> _TASK DIRECTIONS_:
Search the data for the word "numbered" and copy every line where it occurs.

(Items listed in a dataset)
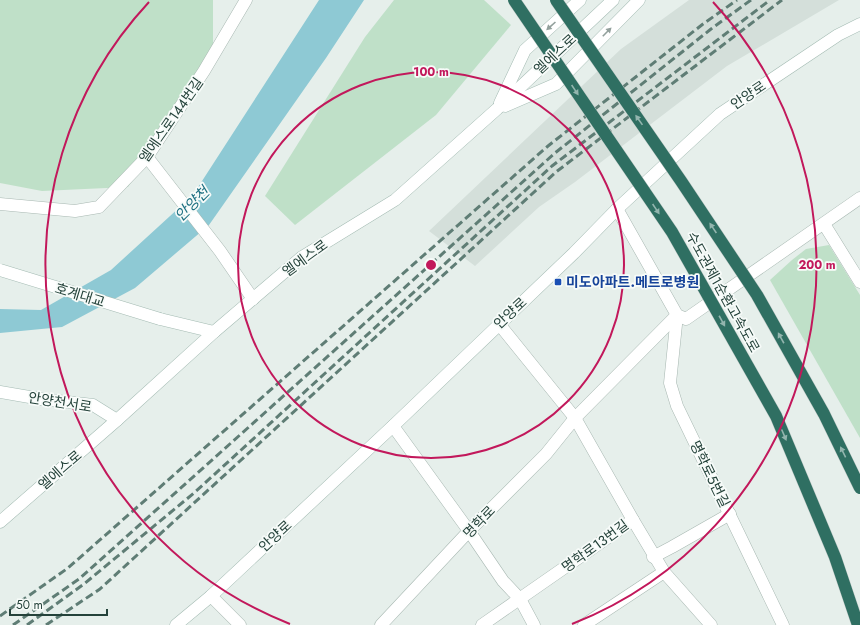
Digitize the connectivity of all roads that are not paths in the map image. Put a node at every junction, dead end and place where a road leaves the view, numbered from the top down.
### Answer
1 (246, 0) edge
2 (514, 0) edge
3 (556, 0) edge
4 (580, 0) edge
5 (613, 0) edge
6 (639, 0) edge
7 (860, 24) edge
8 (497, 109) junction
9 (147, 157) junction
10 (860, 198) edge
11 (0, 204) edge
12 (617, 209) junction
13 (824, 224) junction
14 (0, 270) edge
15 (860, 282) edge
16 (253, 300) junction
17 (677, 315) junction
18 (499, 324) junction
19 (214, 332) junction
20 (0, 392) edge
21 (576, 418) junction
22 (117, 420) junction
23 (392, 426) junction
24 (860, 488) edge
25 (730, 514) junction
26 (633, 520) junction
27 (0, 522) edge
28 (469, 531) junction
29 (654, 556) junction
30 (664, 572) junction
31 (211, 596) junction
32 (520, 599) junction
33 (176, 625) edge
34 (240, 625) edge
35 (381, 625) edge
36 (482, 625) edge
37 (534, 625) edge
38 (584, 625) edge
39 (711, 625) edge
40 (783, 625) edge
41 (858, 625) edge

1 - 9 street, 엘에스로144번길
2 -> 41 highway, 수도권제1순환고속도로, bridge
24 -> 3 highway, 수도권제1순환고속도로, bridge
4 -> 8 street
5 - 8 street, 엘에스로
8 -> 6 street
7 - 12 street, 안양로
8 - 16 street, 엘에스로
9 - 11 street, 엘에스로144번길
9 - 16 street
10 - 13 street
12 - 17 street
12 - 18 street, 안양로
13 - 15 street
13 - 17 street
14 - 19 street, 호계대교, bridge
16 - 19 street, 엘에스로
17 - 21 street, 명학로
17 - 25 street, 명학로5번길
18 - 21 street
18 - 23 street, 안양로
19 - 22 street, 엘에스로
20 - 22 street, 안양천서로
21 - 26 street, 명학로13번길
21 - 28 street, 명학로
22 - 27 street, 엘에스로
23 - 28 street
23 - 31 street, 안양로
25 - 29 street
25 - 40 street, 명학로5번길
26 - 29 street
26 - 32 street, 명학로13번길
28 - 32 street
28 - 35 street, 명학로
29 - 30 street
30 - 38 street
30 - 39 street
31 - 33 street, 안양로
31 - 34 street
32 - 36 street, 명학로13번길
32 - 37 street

* * *

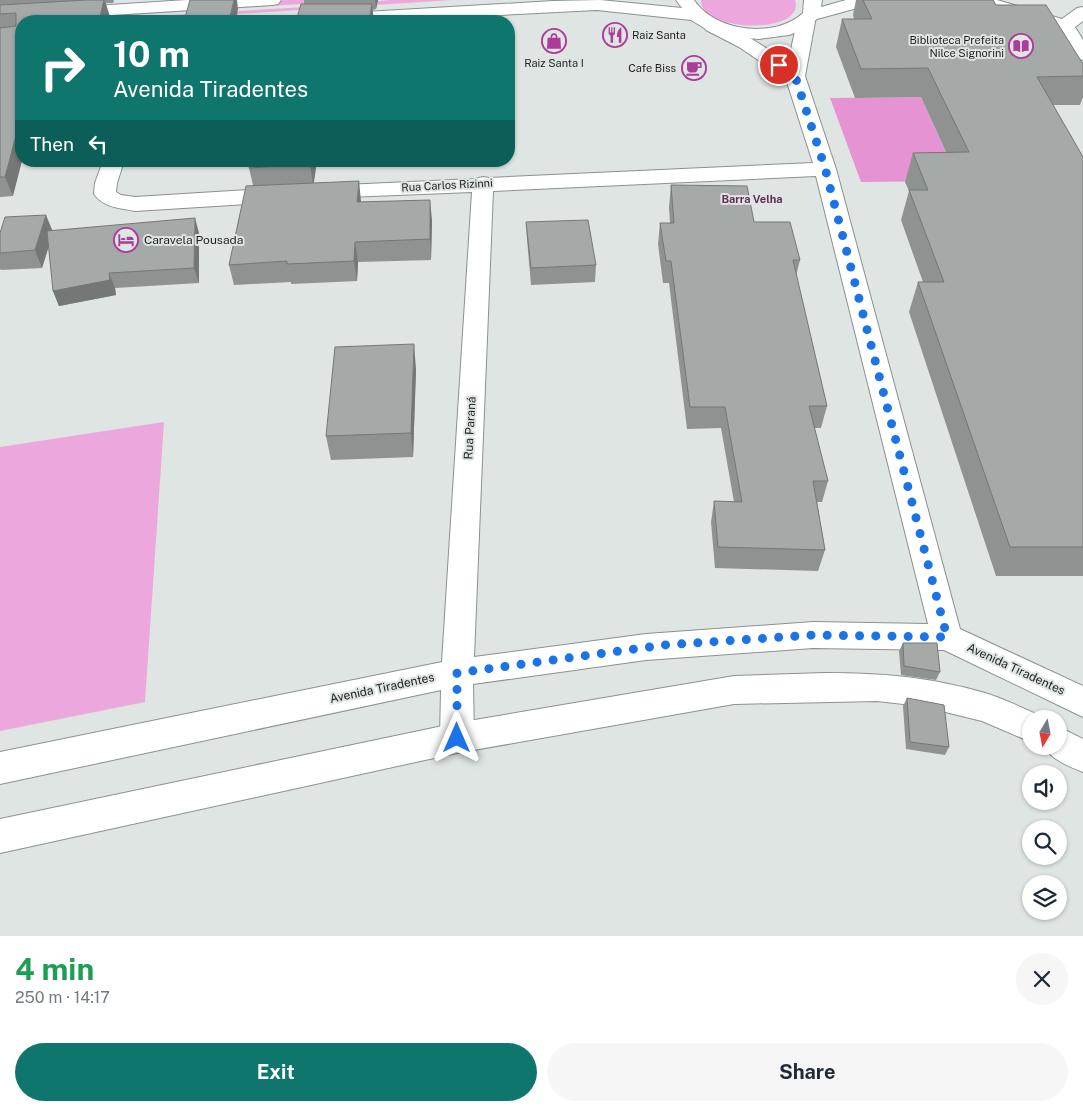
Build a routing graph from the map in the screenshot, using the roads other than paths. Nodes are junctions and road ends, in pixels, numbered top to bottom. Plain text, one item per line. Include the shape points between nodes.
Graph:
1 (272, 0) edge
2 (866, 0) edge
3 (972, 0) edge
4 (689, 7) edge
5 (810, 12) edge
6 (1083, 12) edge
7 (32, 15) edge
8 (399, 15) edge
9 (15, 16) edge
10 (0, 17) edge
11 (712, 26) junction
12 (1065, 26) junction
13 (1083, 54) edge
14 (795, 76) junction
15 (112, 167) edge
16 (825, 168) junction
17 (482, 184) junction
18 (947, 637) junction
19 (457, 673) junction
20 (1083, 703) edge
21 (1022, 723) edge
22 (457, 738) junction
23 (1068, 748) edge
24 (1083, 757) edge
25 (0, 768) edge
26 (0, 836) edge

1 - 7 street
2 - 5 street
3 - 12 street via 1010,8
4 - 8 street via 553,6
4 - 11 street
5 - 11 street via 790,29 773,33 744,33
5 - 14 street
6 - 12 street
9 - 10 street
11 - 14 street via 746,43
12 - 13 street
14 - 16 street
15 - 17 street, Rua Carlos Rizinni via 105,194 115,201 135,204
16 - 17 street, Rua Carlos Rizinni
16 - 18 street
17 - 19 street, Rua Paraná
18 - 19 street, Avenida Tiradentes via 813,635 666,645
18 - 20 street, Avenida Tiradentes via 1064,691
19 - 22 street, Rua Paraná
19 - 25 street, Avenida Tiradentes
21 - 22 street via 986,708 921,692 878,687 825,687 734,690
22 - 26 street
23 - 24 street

> _THE ANSWER_:
Digitize the connectivity of all roads that are not paths in the map image. Put a node at every junction, dead end and place where a road leaves the view, numbered from the top down.
Build a routing graph from the map in the screenshot, using the roads other than paths. Nodes are junctions and road ends, in pixels, numbered top to bottom. Plain text, one item per line. Include the shape points between nodes.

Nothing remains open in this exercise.